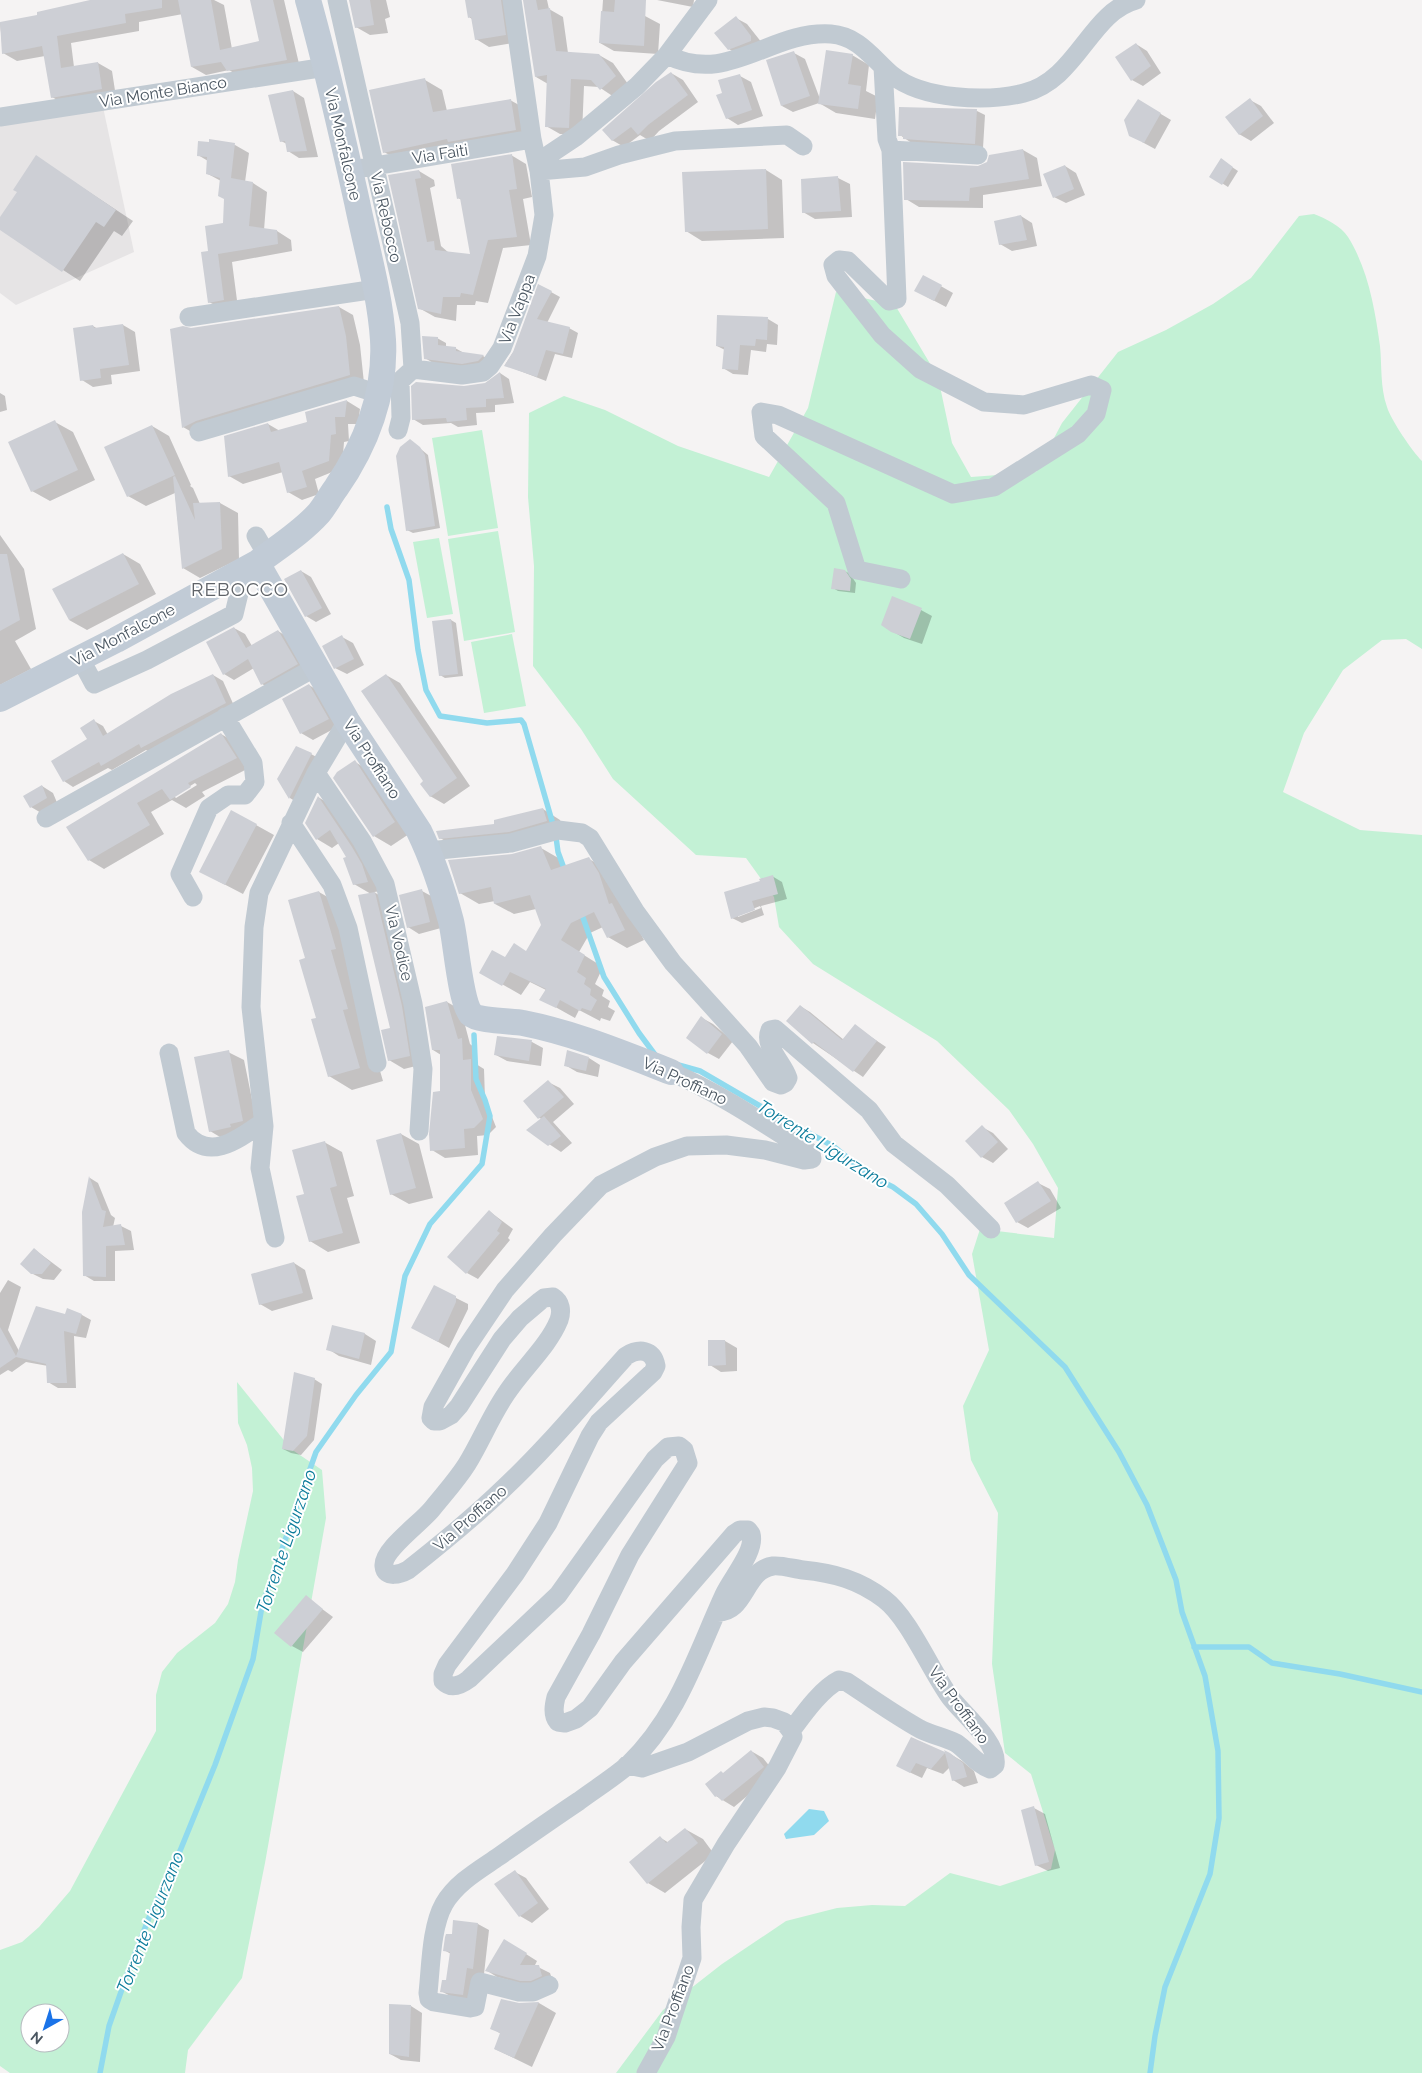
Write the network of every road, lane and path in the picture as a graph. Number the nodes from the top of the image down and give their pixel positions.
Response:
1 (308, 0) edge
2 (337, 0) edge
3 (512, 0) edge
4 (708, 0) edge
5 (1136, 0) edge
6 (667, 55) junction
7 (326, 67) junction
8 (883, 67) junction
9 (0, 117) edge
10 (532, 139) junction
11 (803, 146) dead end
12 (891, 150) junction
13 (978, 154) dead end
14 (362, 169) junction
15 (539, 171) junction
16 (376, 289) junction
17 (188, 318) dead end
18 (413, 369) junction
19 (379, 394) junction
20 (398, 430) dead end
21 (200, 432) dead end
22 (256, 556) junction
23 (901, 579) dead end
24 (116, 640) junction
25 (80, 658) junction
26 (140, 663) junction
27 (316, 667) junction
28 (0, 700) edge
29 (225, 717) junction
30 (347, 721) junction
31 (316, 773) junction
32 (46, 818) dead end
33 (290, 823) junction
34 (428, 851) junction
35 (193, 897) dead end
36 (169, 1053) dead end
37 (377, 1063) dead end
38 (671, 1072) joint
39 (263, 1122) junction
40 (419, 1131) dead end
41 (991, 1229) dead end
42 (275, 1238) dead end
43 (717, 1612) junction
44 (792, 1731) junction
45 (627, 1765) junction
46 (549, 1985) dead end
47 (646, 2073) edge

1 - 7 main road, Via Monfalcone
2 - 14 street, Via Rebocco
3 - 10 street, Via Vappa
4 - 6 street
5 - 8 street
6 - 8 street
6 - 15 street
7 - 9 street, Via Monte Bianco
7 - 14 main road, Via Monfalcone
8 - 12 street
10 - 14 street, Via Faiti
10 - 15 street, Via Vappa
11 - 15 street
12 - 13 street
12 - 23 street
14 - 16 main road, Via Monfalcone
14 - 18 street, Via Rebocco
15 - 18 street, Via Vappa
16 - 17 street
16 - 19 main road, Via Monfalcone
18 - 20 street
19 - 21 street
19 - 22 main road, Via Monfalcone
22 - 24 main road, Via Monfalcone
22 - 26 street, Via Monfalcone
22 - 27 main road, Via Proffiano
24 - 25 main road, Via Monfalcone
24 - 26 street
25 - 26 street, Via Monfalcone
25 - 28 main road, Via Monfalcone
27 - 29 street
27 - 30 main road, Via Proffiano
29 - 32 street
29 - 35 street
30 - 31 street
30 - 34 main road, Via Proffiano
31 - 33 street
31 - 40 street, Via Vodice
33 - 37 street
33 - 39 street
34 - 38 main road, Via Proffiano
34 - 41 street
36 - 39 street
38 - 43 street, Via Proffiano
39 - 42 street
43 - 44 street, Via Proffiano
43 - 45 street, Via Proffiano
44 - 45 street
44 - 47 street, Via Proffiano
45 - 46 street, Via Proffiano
======
Using the material above, state how many lines include the string "Vappa". Answer with a single number.

YOUR SOLUTION — 3